Floating seeds or propagules must fall or lodge against moist soil to begin a successful establishment. Bodmer (1928) reported that a 3-day-old seedling was about 3 mm long from the tip of the cotyledon to the extremity of the root. By 10 days, the seedling was about 6 mm long, with most of the growth in the primary root. By 20 days, the seedling was about 40 mm; the first true leaves appeared, and lateral and secondary roots had developed. By 25 days, stem elongation began with a 1-2-mm growth of the epicotyl; true leaves and vascular tissue were well developed. At this time, although the aboveground portion of the plant is less than 10 mm high, the young seedling could be well established. Directional growth is clearly indicated in Bodmer's sketches. We have observed this tendency in the elongating root crowns of first-year seedlings and noted that it was still apparent in 2- and 3-year-old plants. This directional growth may be the basis for the puzzling references mentioned earlier to the "rhizomatous" character of L. salicaria.
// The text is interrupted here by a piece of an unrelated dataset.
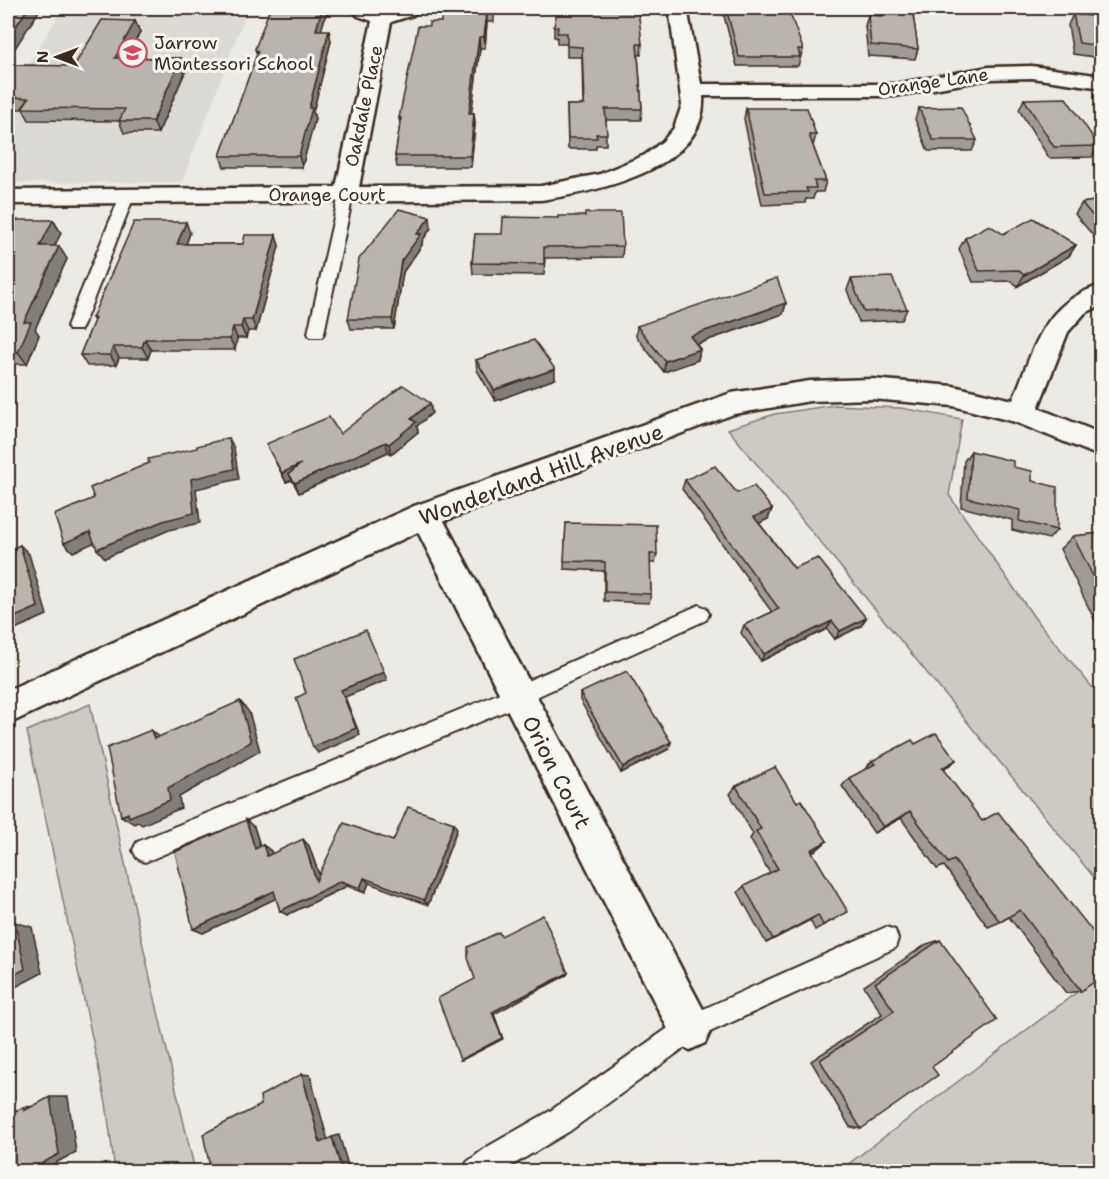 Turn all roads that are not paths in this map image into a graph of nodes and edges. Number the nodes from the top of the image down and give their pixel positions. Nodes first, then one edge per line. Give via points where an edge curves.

Most seedling establishment occurs in late spring and early summer when temperatures are high (Shamsi and Whitehead 1974a). These seedlings germinate from seeds or propagules that have survived at least one winter. Shamsi and Whitehead (1974a) found that summer-germinated seedlings in southern Great Britain did not produce more than four or five pairs of leaves and did not survive the following winter.